Lydia Jacoby had plans to attend the Tokyo Olympics as a fan last summer. A year later she's leaving the Games with a gold medal in hand. (Getty Images)
Lydia Jacoby had plans to attend the Tokyo Olympics as a fan last summer. A year later she's leaving the Games with a gold medal in hand. (Getty Images) (Getty Images)

Lydia Jacoby had plans to attend the Tokyo Olympics as a fan last summer, and if you told her 18 months ago that spectators wouldn’t be allowed, even at the postponed Games, she’d surely have been devastated.

Little could the 17-year-old have imagined then, she’d swim her way to the Games as an athlete and become an Olympic gold medallist.

Jacoby won the women’s 100-metre breaststroke event on Tuesday, besting reigning Olympic champion and world-record holder Lilly King who won bronze. South Africa’s Tatjana Schoenmaker finished second to claim silver.

Jacoby arrived at the 50-metre wall in third place, trailing Schoenmaker and American teammate King, but slowly pulled ahead in the final stretch of the race to win by 0.27 seconds with a time of 1:04.95 and pull off the upset of the Games so far. Her immediate reaction said it all.

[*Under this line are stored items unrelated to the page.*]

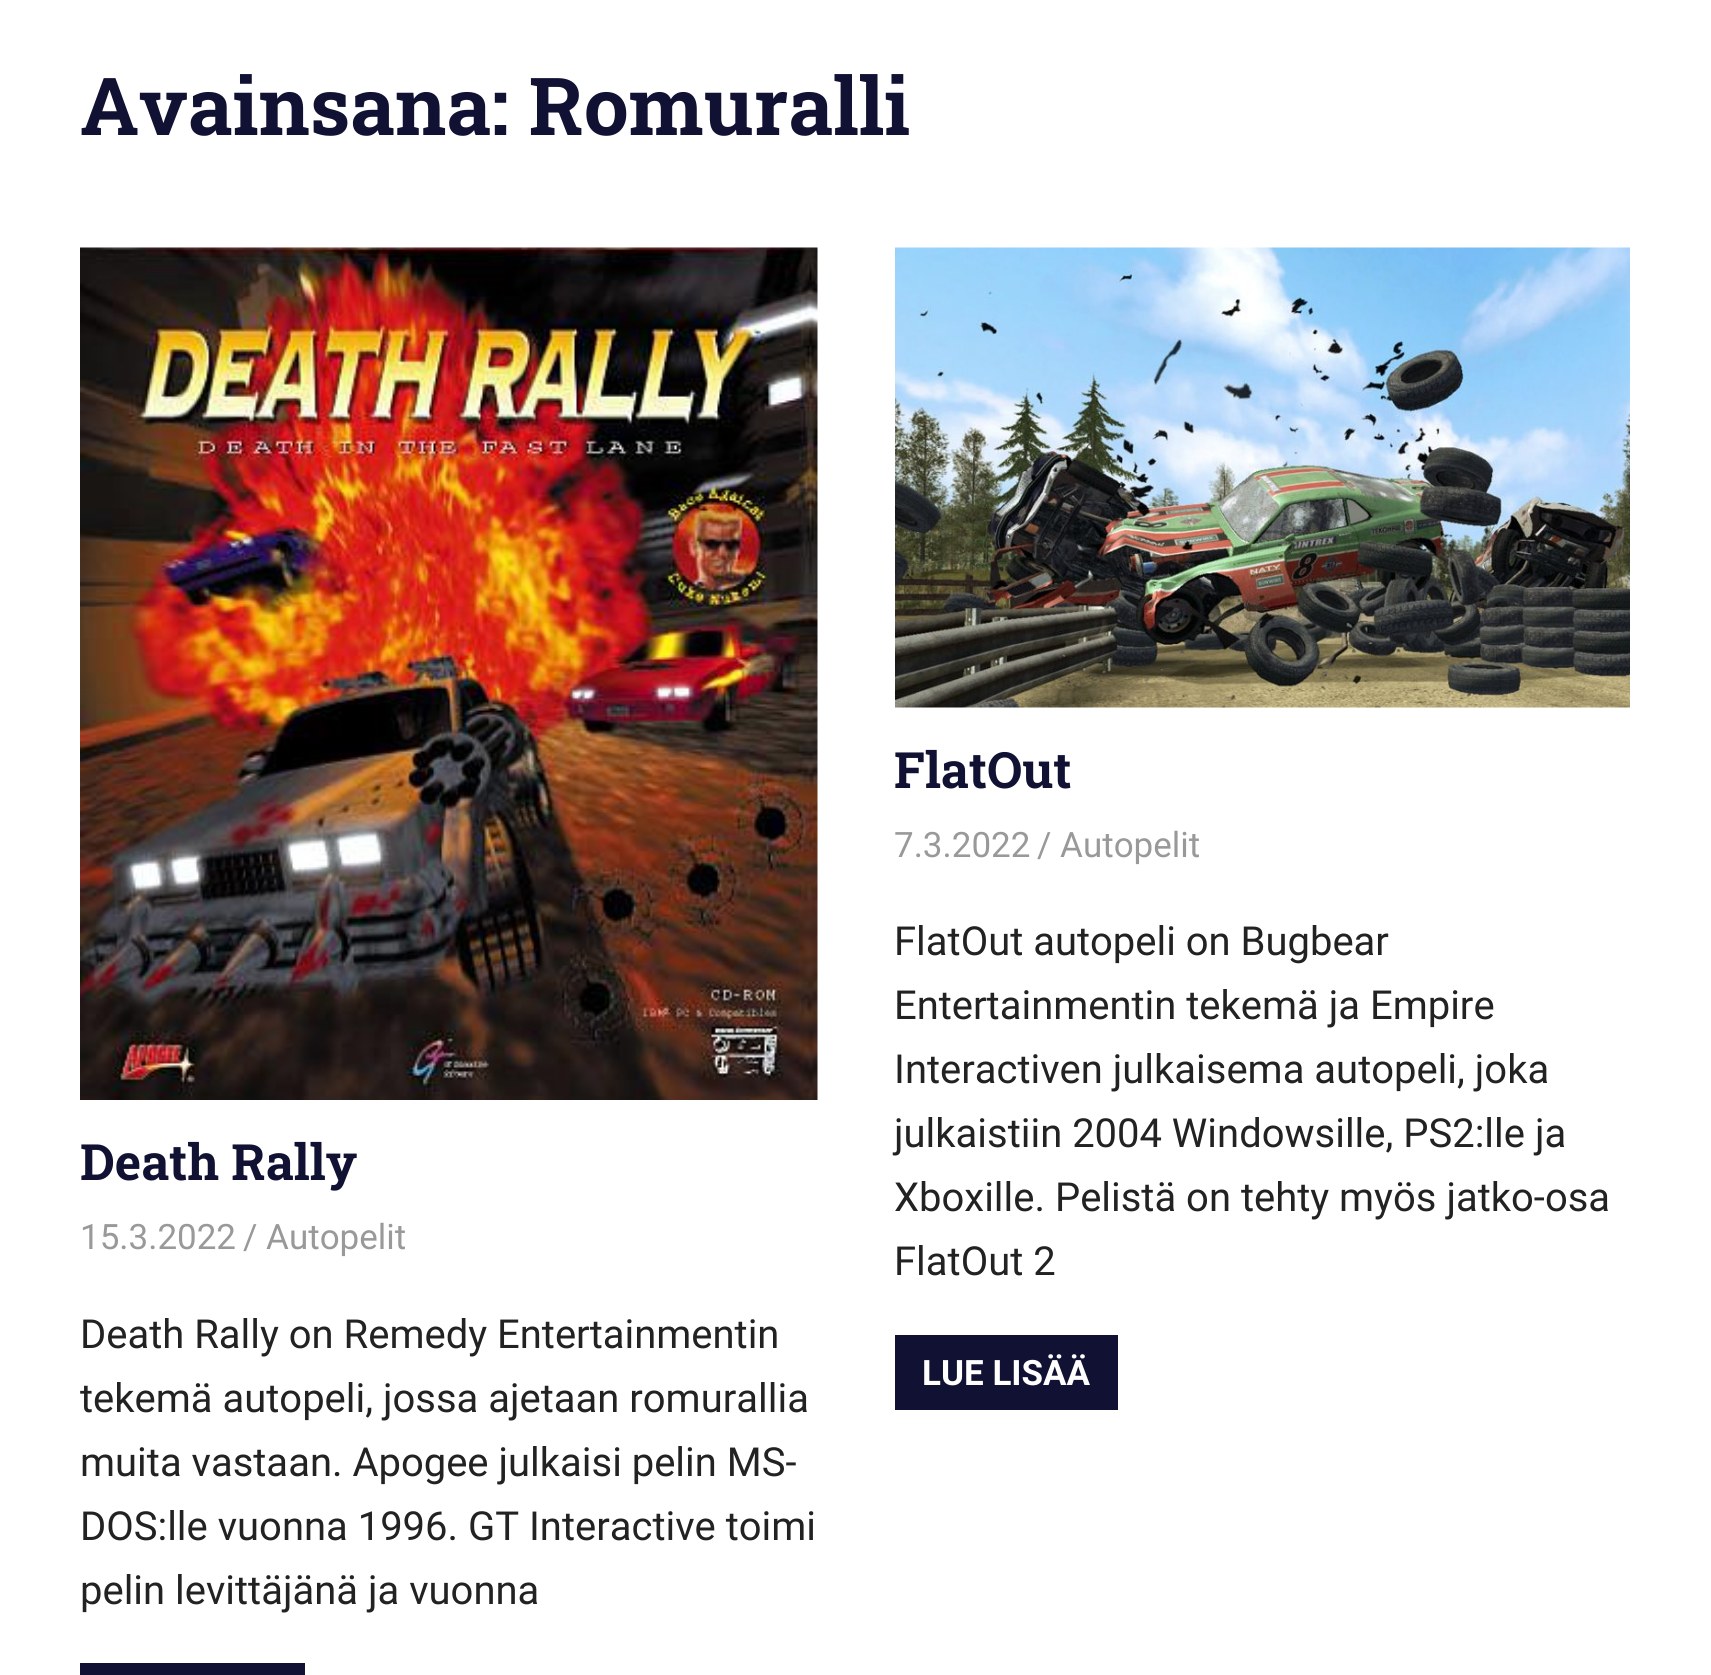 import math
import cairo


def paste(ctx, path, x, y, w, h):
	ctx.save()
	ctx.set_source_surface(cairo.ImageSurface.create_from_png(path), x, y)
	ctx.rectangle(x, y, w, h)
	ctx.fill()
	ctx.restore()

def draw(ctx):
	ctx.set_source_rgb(1, 1, 1)
	ctx.paint()
	ctx.select_font_face('Roboto Slab', cairo.FONT_SLANT_NORMAL, cairo.FONT_WEIGHT_BOLD)
	ctx.set_font_size(80)
	ctx.set_source_rgb(0.067, 0.067, 0.2)
	ctx.move_to(80, 135)
	ctx.show_text('Avainsana: Romuralli')
	paste(ctx, 'media/1.png', 80, 247, 738, 853)
	ctx.set_font_size(50)
	ctx.move_to(80, 1180)
	ctx.show_text('Death Rally')
	ctx.select_font_face('Roboto')
	ctx.set_font_size(35)
	ctx.set_source_rgb(0.6, 0.6, 0.6)
	ctx.move_to(80, 1249)
	ctx.show_text('15.3.2022')
	ctx.move_to(243, 1249)
	ctx.show_text('/ Autopelit')
	ctx.set_font_size(40)
	ctx.set_source_rgb(0.133, 0.133, 0.133)
	for x, y, s in [
		(80, 1348, 'Death Rally on Remedy Entertainmentin'),
		(80, 1412, 'tekemä autopeli, jossa ajetaan romurallia'),
		(80, 1476, 'muita vastaan. Apogee julkaisi pelin MS-'),
		(80, 1540, 'DOS:lle vuonna 1996. GT Interactive toimi'),
		(80, 1604, 'pelin levittäjänä ja vuonna'),
	]:
		ctx.move_to(x, y)
		ctx.show_text(s)
	ctx.set_source_rgb(0.067, 0.067, 0.2)
	ctx.rectangle(80, 1663, 225, 12)
	ctx.fill()
	paste(ctx, 'media/2.png', 895, 247, 735, 461)
	ctx.select_font_face('Roboto Slab', cairo.FONT_SLANT_NORMAL, cairo.FONT_WEIGHT_BOLD)
	ctx.set_font_size(50)
	ctx.move_to(894, 788)
	ctx.show_text('FlatOut')
	ctx.select_font_face('Roboto')
	ctx.set_font_size(35)
	ctx.set_source_rgb(0.6, 0.6, 0.6)
	ctx.move_to(894, 857)
	ctx.show_text('7.3.2022')
	ctx.move_to(1037, 857)
	ctx.show_text('/ Autopelit')
	ctx.set_font_size(40)
	ctx.set_source_rgb(0.133, 0.133, 0.133)
	for x, y, s in [
		(894, 955, 'FlatOut autopeli on Bugbear'),
		(894, 1019, 'Entertainmentin tekemä ja Empire'),
		(894, 1083, 'Interactiven julkaisema autopeli, joka'),
		(894, 1147, 'julkaistiin 2004 Windowsille, PS2:lle ja'),
		(894, 1211, 'Xboxille. Pelistä on tehty myös jatko-osa'),
		(894, 1275, 'FlatOut 2'),
	]:
		ctx.move_to(x, y)
		ctx.show_text(s)
	ctx.set_source_rgb(0.067, 0.067, 0.2)
	ctx.rectangle(895, 1335, 223, 75)
	ctx.fill()
	ctx.select_font_face('Roboto', cairo.FONT_SLANT_NORMAL, cairo.FONT_WEIGHT_BOLD)
	ctx.set_font_size(35)
	ctx.set_source_rgb(1, 1, 1)
	ctx.move_to(922, 1385)
	ctx.show_text('LUE LISÄÄ')


surface = cairo.ImageSurface(cairo.FORMAT_RGB24, 1711, 1675)
ctx = cairo.Context(surface)
options = cairo.FontOptions()
options.set_hint_metrics(cairo.HINT_METRICS_OFF)
options.set_hint_style(cairo.HINT_STYLE_NONE)
ctx.set_font_options(options)
ctx.set_miter_limit(4)
draw(ctx)
surface.write_to_png('image.png')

"I was definitely racing for a medal. I knew I had it in me," Jacoby said. "I wasn't really expecting a gold medal, so when I looked up and saw the scoreboard, it was insane."

Jacoby became one of the youngest American swimmers to win gold. Only Olympic legend Katie Ledecky and Missy Franklin have been younger gold-medal winners in the last 20 years.

The underdog story has layers. Jacoby is the only Olympic swimmer to ever come from Alaska, a state which only has one 50-metre pool, and never swam in an Olympic-sized pool until last month.

She qualified for the Olympics at U.S. trials in June but finished behind King who was unbeaten in the 100-metre breaststroke for five and a half years before arriving in Tokyo.

Despite the upset, King was gracious after the race and immediately congratulated Jacoby in the pool.

“I'm surprisingly OK right now,” said King. “Very happy with my race, and so excited for Lydia."